S’il fut vivement critiqué en 1969 lors de sa sortie pour ses « pensées gaullistes », L’armée des ombres s’est pourtant imposé avec le temps comme l’un des plus grands films français des années 60 mais également comme une œuvre fondamentale sur la résistance et les réseaux clandestins de la Seconde Guerre Mondiale.
S’éloignant du film de guerre classique, Jean-Pierre Melville s’intéresse aux rapports humains et à l’organisation des réseaux, mettant volontairement de côté certains éléments historiques et politiques. Si certains écarts lui ont été reprochés, on ne peut en revanche pas critiquer la présentation minutieuse de la vie de sept combattants. Melville a affirmé avoir retranscrit un point de vue subjectif de la résistance, sujet qu’il maîtrise parfaitement et auquel il aurait participé. Cette déclaration lui permet de se libérer des contradictions historiques.
Irréprochable à de nombreux points de vue, L’armée des ombres l’est notamment sur sa narration. Basée sur l’œuvre de Joseph Kessel, constituée en partie des notes du journal de Philippe Gerbier, le long métrage conserve l’humilité qui émane du roman. Jamais les résistants ne sont présentés en héros et Melville a le talent de ne pas vanter leurs actes désagréables mais obligatoires. On ressent à travers de nombreuses scènes la nécessité de participer à ce combat, non seulement pour espérer des jours meilleurs mais aussi pour survivre.
Philippe Gerbier porte à lui seul toutes les contradictions de la résistance. S’il œuvre pour la liberté, il voue une admiration et une fidélité sans faille à son supérieur, Saint Luc, brillamment incarné par Paul Meurisse. Celui qui était l’ennemi de Ventura dans Le deuxième souffle devient son modèle et la seule chose à préserver. Ventura trouve dans L’armée des ombres l’un de ses plus beaux rôles. L’attitude discrète qu’il retrouvera dans des œuvres comme Le silencieux ou Espion, lève toi est parfaitement mise en avant par Melville, qui n’oublie aucun regard ou sourire rassurant. A l’image de Mathilde, la matriarche interprétée par Simone Signoret, Gerbier révèle une force incroyable sans jamais mettre de côté sa bienveillance.
La description de chaque personnage impressionne. Le réalisateur s’inspire de figures telles que Lucie Aubrac ou Jean Moulin et chacun occupe un rôle méticuleusement défini au sein du réseau. Associé à la mise en scène de Melville, qui filme les longs manteaux et les hauts de forme mieux que quiconque, le développement des protagonistes leur confère une dimension symbolique et la résistance devient finalement secondaire. Melville préfère s’attarder sur les états d’âme, les peurs et le courage de ces combattants aux valeurs bouleversantes.

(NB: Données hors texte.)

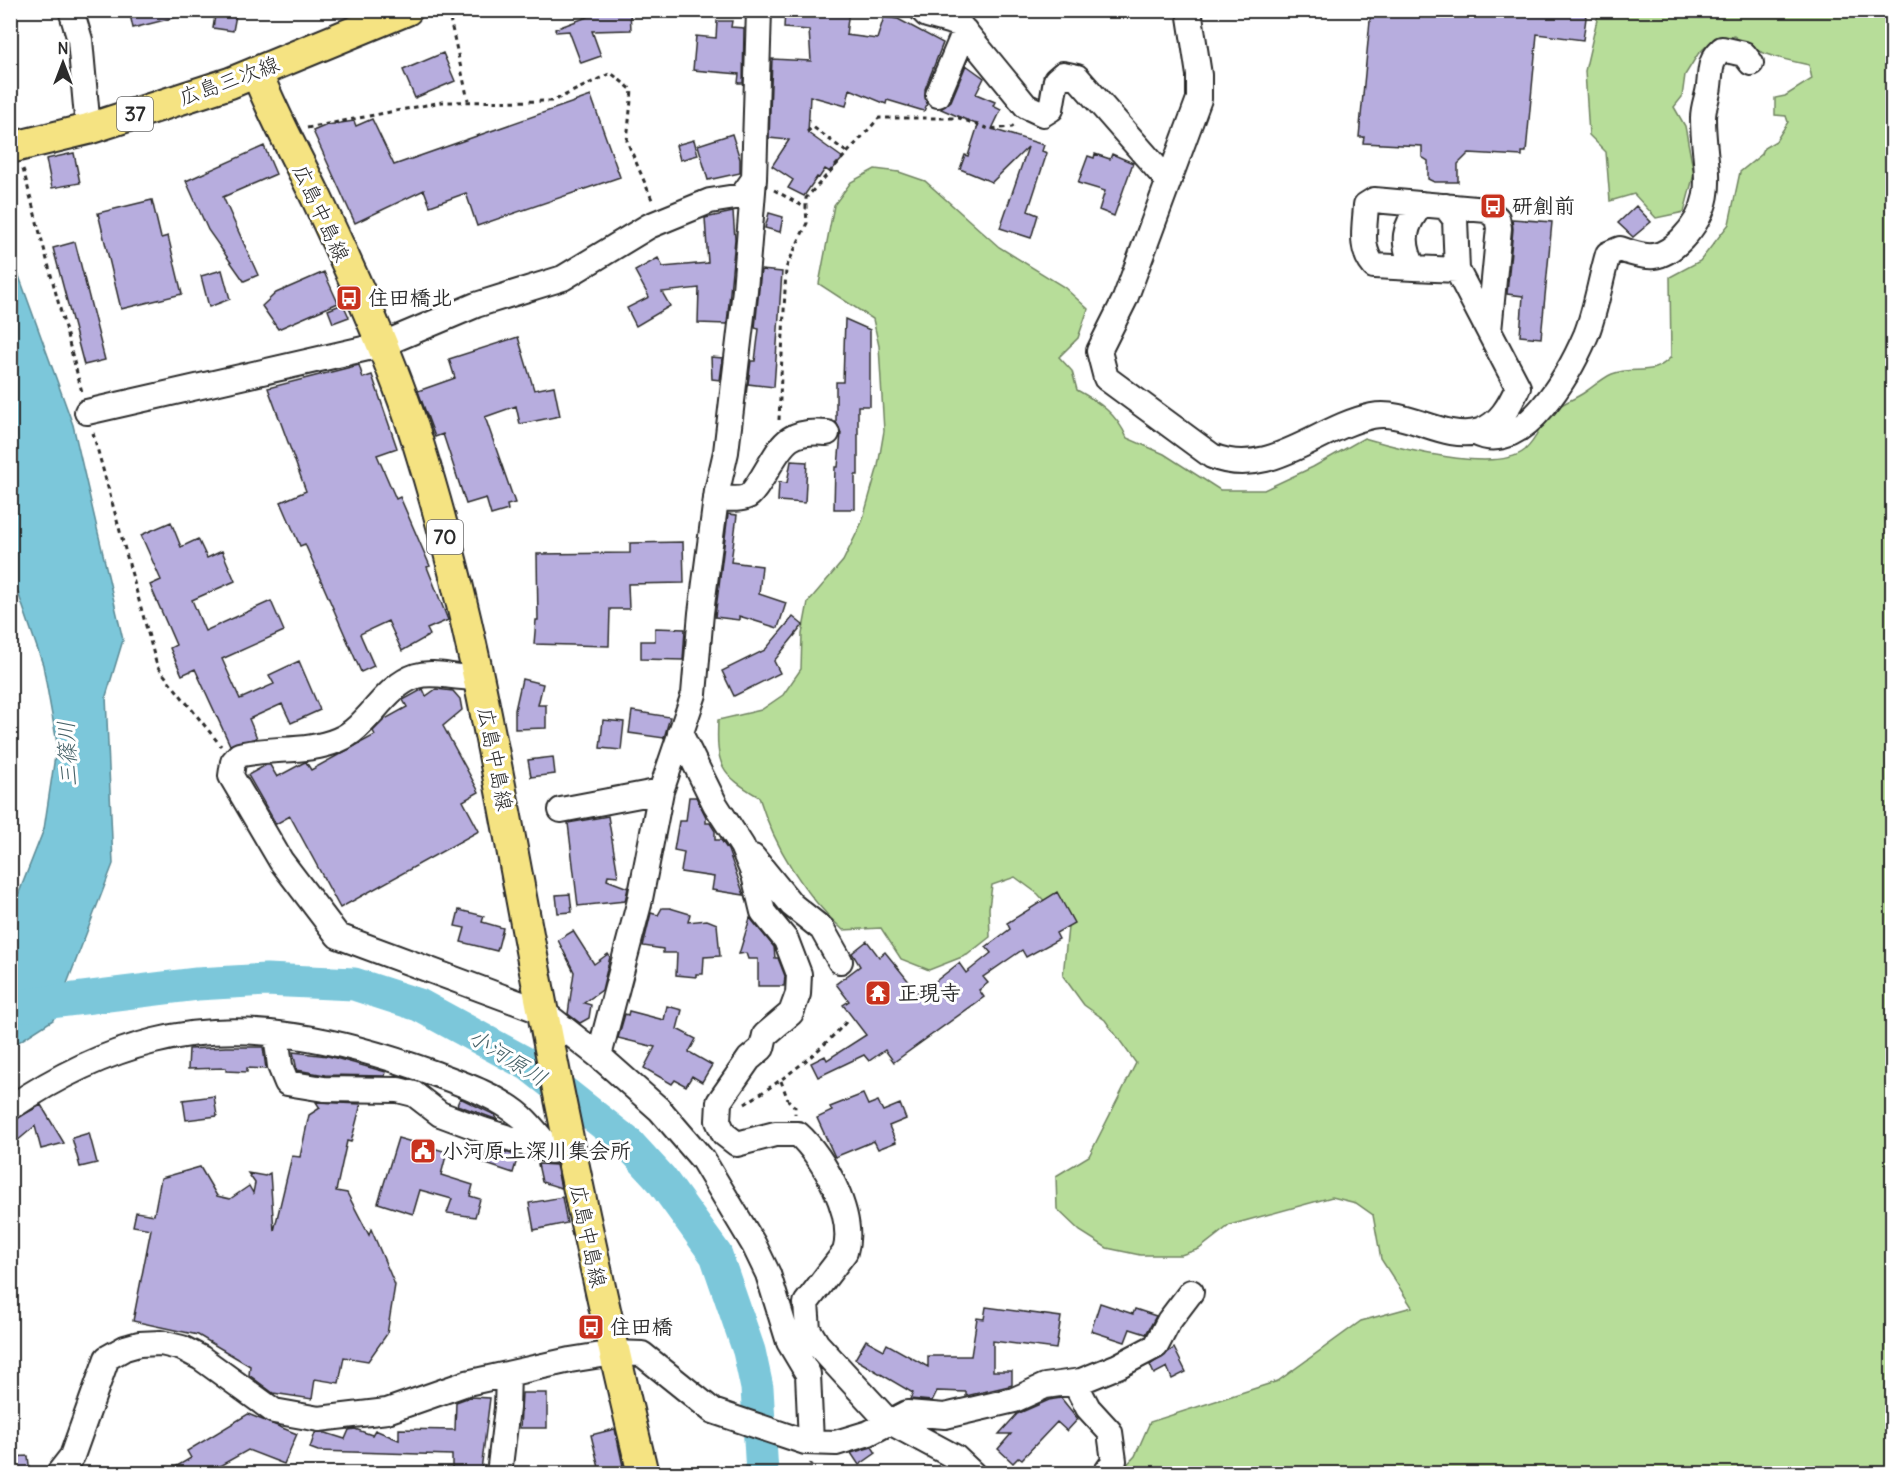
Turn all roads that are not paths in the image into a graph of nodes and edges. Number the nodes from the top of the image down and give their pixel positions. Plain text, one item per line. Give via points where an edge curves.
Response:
1 (71, 10) edge
2 (407, 10) edge
3 (759, 10) edge
4 (922, 10) edge
5 (1189, 10) edge
6 (955, 21) edge
7 (1751, 63) dead end
8 (258, 73) junction
9 (1063, 74) junction
10 (938, 95) dead end
11 (1094, 120) dead end
12 (88, 129) junction
13 (14, 146) edge
14 (754, 179) junction
15 (1168, 180) junction
16 (1433, 205) junction
17 (1414, 268) junction
18 (1457, 270) junction
19 (1489, 331) junction
20 (381, 345) junction
21 (87, 412) road end
22 (1473, 432) junction
23 (827, 433) dead end
24 (716, 498) junction
25 (479, 677) junction
26 (680, 733) junction
27 (661, 791) junction
28 (561, 810) dead end
29 (732, 832) junction
30 (840, 961) dead end
31 (545, 1020) junction
32 (276, 1034) junction
33 (599, 1056) junction
34 (10, 1108) edge
35 (737, 1144) junction
36 (564, 1151) junction
37 (703, 1160) junction
38 (1191, 1292) dead end
39 (614, 1353) junction
40 (508, 1374) junction
41 (1075, 1383) junction
42 (888, 1421) junction
43 (808, 1442) junction
44 (58, 1473) edge
45 (499, 1473) edge
46 (643, 1473) edge
47 (973, 1473) edge
48 (1105, 1473) edge

1 - 12 street via 80,40
2 - 8 main road, 広島三次線 / 37
3 - 14 street
4 - 6 street via 927,15
5 - 15 street via 1199,99
6 - 9 street via 1026,106 1043,114 1051,109 1056,80
6 - 10 street
7 - 22 street via 1744,54 1722,49 1711,63 1704,106 1706,202 1699,219 1670,252 1643,257 1620,249 1608,255 1586,334 1545,406 1526,425 1503,435 1484,437
8 - 12 main road, 広島三次線 / 37
8 - 20 main road, 広島中島線 / 70
9 - 11 street
9 - 15 street via 1077,77
12 - 13 main road, 広島三次線 / 37
14 - 20 street via 742,196 710,201 662,221 563,278 476,305
14 - 24 street via 746,290 726,452
15 - 22 street via 1125,299 1099,351 1106,378 1221,460 1264,460 1371,416 1387,415 1454,432
16 - 17 street via 1412,216 1406,235 1405,251
16 - 17 street via 1374,200 1366,205 1364,245 1374,266
16 - 18 street via 1455,219
16 - 19 street via 1487,210 1497,218
17 - 18 street
18 - 19 street
19 - 22 street via 1518,387 1510,405 1491,424
20 - 21 street
20 - 25 main road, 広島中島線 / 70 via 417,440 457,578
23 - 24 street via 807,431 794,435 782,445 750,495 740,499
24 - 26 street via 694,694
25 - 31 main road, 広島中島線 / 70
25 - 31 street via 464,680 415,676 387,695 339,740 239,755 232,762 231,776 281,861 338,936
26 - 27 street
26 - 29 street
27 - 28 street
27 - 33 street via 641,893
29 - 30 street via 792,905 822,929
29 - 35 street via 754,875 763,912 786,939 799,974 798,994 791,1013 765,1035 762,1048 749,1059 719,1102 718,1121 724,1134
31 - 33 street
31 - 36 main road, 広島中島線 / 70
32 - 34 street via 225,1030 154,1041 87,1064
32 - 36 street via 380,1053 470,1086 521,1117
32 - 36 street via 280,1066 287,1083 324,1089 398,1090 414,1094 440,1114 483,1130
33 - 37 street via 660,1110
35 - 37 street
35 - 42 street via 775,1134 795,1134 813,1147 824,1164 847,1228 845,1252 807,1303 808,1329 831,1362
36 - 39 main road, 広島中島線 / 70
37 - 43 street via 754,1245 768,1274 789,1342 808,1374
38 - 41 street via 1156,1346
39 - 40 street
39 - 43 street via 642,1354 713,1411
39 - 46 main road, 広島中島線 / 70
40 - 44 street via 467,1383 387,1411 319,1419 274,1410 182,1348 161,1343 139,1344 107,1358 72,1456
40 - 45 street
41 - 42 street via 1045,1386 1014,1400 945,1416 907,1413
41 - 48 street via 1089,1408 1110,1432 1114,1461
42 - 43 street via 852,1439
42 - 47 street via 955,1457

Il montre les exécutions, l’enfermement, l’isolement et les sacrifices sans complaisance. S’ils vivent dans un pays occupé, les résistants ne se posent pas en victimes et Melville les présente au public comme les gangsters du Deuxième souffle et le tueur du Samouraï. Le cinéaste s’intéresse aux vrais marginaux, qui ne ressentent pas le besoin de se faire entendre pour trouver un sens à leur humble existence et ne tirent aucune fierté de leurs opérations. En analysant une microsociété, il rend hommage à plusieurs mouvements. Melville ne dévoile quasiment pas d’actions concrètes du groupe et se concentre sur les rapports internes, les trahisons et les sauvetages. On ne voit d’ailleurs pas les relations externes du réseau, hormis à travers la présence d’un colonel royaliste et lors d’excellentes séquences à Londres.
Jean-Pierre Melville savait utiliser et gérer les silences. Que ce soit dans une rue déserte ou une absence d’interactions précédant une attaque, le vide renforce les émotions et installe une tension permanente. Cette dernière s’efface durant les courts instants où l’on découvre les pensées de ces hommes qui ont refusé de courir. La pudeur de la réalisation et de l’interprétation font toute la beauté de L’armée des ombres, un très grand film qui mérite largement une redécouverte en salles.